-- DIRECTIONS --
In this exercise, reproduce all the entries that follow exactly.

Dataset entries
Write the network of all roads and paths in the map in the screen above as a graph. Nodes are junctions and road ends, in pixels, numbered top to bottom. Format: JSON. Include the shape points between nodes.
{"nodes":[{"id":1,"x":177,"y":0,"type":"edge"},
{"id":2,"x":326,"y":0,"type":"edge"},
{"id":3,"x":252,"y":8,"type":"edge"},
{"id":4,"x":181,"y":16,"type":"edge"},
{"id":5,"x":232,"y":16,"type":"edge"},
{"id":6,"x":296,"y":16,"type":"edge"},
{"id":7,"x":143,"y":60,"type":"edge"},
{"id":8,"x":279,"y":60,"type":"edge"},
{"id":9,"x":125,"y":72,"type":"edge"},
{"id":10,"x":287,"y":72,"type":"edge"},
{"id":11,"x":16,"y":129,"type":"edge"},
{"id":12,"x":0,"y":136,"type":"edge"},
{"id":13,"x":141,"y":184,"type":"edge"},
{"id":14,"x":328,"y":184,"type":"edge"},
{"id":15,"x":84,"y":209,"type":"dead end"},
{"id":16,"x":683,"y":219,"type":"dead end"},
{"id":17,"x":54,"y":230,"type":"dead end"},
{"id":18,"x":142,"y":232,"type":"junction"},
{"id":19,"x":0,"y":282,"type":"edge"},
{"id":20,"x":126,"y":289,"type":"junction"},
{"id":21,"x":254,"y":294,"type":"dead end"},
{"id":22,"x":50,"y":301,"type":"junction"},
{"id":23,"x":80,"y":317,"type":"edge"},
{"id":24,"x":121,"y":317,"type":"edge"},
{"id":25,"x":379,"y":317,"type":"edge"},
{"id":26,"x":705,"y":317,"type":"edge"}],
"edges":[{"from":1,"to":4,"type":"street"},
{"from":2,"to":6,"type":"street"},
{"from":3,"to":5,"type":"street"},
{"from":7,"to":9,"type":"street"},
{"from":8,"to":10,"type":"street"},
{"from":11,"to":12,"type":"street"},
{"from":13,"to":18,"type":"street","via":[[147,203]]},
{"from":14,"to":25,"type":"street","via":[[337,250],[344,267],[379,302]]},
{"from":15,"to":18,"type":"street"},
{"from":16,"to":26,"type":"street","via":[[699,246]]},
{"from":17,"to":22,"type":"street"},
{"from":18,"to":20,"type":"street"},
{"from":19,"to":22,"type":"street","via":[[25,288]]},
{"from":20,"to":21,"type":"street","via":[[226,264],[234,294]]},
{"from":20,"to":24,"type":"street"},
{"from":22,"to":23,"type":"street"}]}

-- ANSWER SECTION --
Write the network of all roads and paths in the map in the screen above as a graph. Nodes are junctions and road ends, in pixels, numbered top to bottom. Format: JSON. Include the shape points between nodes.
{"nodes":[{"id":1,"x":177,"y":0,"type":"edge"},
{"id":2,"x":326,"y":0,"type":"edge"},
{"id":3,"x":252,"y":8,"type":"edge"},
{"id":4,"x":181,"y":16,"type":"edge"},
{"id":5,"x":232,"y":16,"type":"edge"},
{"id":6,"x":296,"y":16,"type":"edge"},
{"id":7,"x":143,"y":60,"type":"edge"},
{"id":8,"x":279,"y":60,"type":"edge"},
{"id":9,"x":125,"y":72,"type":"edge"},
{"id":10,"x":287,"y":72,"type":"edge"},
{"id":11,"x":16,"y":129,"type":"edge"},
{"id":12,"x":0,"y":136,"type":"edge"},
{"id":13,"x":141,"y":184,"type":"edge"},
{"id":14,"x":328,"y":184,"type":"edge"},
{"id":15,"x":84,"y":209,"type":"dead end"},
{"id":16,"x":683,"y":219,"type":"dead end"},
{"id":17,"x":54,"y":230,"type":"dead end"},
{"id":18,"x":142,"y":232,"type":"junction"},
{"id":19,"x":0,"y":282,"type":"edge"},
{"id":20,"x":126,"y":289,"type":"junction"},
{"id":21,"x":254,"y":294,"type":"dead end"},
{"id":22,"x":50,"y":301,"type":"junction"},
{"id":23,"x":80,"y":317,"type":"edge"},
{"id":24,"x":121,"y":317,"type":"edge"},
{"id":25,"x":379,"y":317,"type":"edge"},
{"id":26,"x":705,"y":317,"type":"edge"}],
"edges":[{"from":1,"to":4,"type":"street"},
{"from":2,"to":6,"type":"street"},
{"from":3,"to":5,"type":"street"},
{"from":7,"to":9,"type":"street"},
{"from":8,"to":10,"type":"street"},
{"from":11,"to":12,"type":"street"},
{"from":13,"to":18,"type":"street","via":[[147,203]]},
{"from":14,"to":25,"type":"street","via":[[337,250],[344,267],[379,302]]},
{"from":15,"to":18,"type":"street"},
{"from":16,"to":26,"type":"street","via":[[699,246]]},
{"from":17,"to":22,"type":"street"},
{"from":18,"to":20,"type":"street"},
{"from":19,"to":22,"type":"street","via":[[25,288]]},
{"from":20,"to":21,"type":"street","via":[[226,264],[234,294]]},
{"from":20,"to":24,"type":"street"},
{"from":22,"to":23,"type":"street"}]}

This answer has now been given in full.